Lawful Permanent Residence (“green card”) status requires that an individual intend to reside permanently in the United States. Among the many benefits of holding a green card, a Lawful Permanent Resident (“LPR”) may work in the U.S., travel abroad, and ultimately pursue U.S. citizenship. However, while an LPR may travel abroad temporarily, extended stays outside of the U.S. may jeopardize his or her LPR status, affect eligibility for naturalization, and any travel abroad could subject an LPR with certain criminal convictions to new grounds of removal.
Abandonment of Permanent Residency
As the title implies, lawful permanent residents must intend to permanently reside in the U.S. If an LPR no longer intends to make the U.S. his or her permanent home, his or her LPR status can be deemed abandoned and the U.S. government may revoke his or her green card. However, if a visit abroad is only a temporary one, then LPR status is not deemed abandoned.
When LPRs return from foreign travel, they must present their green card or passport with the LPR stamp to the Customs and Border Protection (“CBP”). With each entry back into the U.S., LPRs are subject to questioning and inspection by CBP, and, particularly after an extended absence, an Immigration Officer may challenge an LPR about abandonment of LPR status.
- Short Trips Abroad of 6 Months or Less.
- For most short trips abroad of six months or less, an LPR should be able to reenter the U.S. with a passport and green card (or passport stamp of LPR status).
- Trips Abroad of Over 6 Months
- However, an LPR risks having his or her LPR deemed abandoned when he or she is absent from the U.S. for longer than six months.
- Reentry Permits
- Therefore, prior to departing on such an extended trip, an LPR should apply for a Reentry Permit. This is particularly critical for trips of over a year. LPRs need to plan ahead for such trips because they must be physically present in the U.S. when applying for the reentry permit and should remain in the U.S. until their fingerprints are taken.
A reentry permit is valid for two years and allows LPRs to reenter the U.S. prior to expiration without having to return every six months to preserve LPR status. A reentry permit is not renewable, but an LPR may return to the U.S. before expiration in order to apply for a new one.
It is important to understand what a reentry permit will—and will not—do. Possession of a valid reentry permit prevents Immigration from relying solely on the length of the absence to establish abandonment of residency. However, whether an LPR has abandoned his or her residency is a factual determination specific to each case, and possession of a reentry permit does not prevent Immigration from questioning whether residency has been abandoned.

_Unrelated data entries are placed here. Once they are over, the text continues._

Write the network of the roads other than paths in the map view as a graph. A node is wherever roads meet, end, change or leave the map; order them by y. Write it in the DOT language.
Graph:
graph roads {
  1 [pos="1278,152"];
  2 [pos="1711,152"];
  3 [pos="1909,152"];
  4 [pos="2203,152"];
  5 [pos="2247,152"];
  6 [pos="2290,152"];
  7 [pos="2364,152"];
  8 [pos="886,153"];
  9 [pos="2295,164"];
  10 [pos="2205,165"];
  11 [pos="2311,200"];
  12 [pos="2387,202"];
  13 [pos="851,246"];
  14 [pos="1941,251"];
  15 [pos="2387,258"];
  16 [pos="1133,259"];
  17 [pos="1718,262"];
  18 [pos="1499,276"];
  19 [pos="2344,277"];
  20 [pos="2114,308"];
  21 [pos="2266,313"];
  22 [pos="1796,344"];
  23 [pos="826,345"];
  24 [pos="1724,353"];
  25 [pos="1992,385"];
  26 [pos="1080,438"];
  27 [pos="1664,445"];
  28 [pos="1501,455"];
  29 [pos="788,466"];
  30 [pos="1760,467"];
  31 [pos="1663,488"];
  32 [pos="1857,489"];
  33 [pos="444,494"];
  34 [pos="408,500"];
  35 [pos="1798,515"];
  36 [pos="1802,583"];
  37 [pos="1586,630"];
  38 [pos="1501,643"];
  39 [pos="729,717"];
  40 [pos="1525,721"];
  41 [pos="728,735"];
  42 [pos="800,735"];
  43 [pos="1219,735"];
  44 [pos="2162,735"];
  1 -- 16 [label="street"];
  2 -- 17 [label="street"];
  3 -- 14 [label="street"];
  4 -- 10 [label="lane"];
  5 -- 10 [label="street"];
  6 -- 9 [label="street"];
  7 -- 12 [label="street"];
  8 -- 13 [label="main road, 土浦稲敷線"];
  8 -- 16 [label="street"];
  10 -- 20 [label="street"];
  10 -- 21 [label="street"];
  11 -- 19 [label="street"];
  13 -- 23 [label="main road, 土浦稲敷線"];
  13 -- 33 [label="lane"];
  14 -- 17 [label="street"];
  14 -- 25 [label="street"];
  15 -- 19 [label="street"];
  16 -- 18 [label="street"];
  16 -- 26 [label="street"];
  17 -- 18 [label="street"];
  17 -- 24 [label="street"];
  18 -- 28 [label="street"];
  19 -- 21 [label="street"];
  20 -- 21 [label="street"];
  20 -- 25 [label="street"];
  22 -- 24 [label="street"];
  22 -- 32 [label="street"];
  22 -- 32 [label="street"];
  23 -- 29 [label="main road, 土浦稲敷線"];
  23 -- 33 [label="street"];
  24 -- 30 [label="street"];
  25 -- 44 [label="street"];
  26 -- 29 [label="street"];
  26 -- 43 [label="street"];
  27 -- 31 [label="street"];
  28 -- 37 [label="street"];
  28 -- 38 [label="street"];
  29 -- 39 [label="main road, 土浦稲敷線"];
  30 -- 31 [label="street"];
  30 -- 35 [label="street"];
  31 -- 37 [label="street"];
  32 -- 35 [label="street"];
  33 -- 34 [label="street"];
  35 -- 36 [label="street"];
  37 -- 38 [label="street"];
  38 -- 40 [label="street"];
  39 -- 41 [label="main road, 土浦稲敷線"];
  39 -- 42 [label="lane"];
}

- Merely Visiting the U.S. Every Year or Even Every 6 Months is Not Enough
- Similarly, although helpful, merely visiting the U.S. every year, or even every 6 months, also does not prevent Immigration from inquiring into whether residency was abandoned. For instance, if an LPR lives abroad and returns to the U.S. only on brief annual visits on round-trip tickets, an Immigration Officer could challenge if the LPR has abandoned his or her residency.
- Evidence of LPR Intent
- Therefore, an LPR making a lengthy trip(s) abroad should also maintain and carry evidence that he or she intends to reside in the U.S. permanently, and that the trip abroad was only a temporary one. This can include evidence that:
- - the purpose of the trip was temporary
- - the visit was for a fixed period of time, with a fixed end date
- - any delay in returning to the U.S. was outside of the LPR’s control
- - the LPR always had the intent to make the U.S. his or her permanent home (such as family ties, income tax returns, property ownership, organization membership, etc.)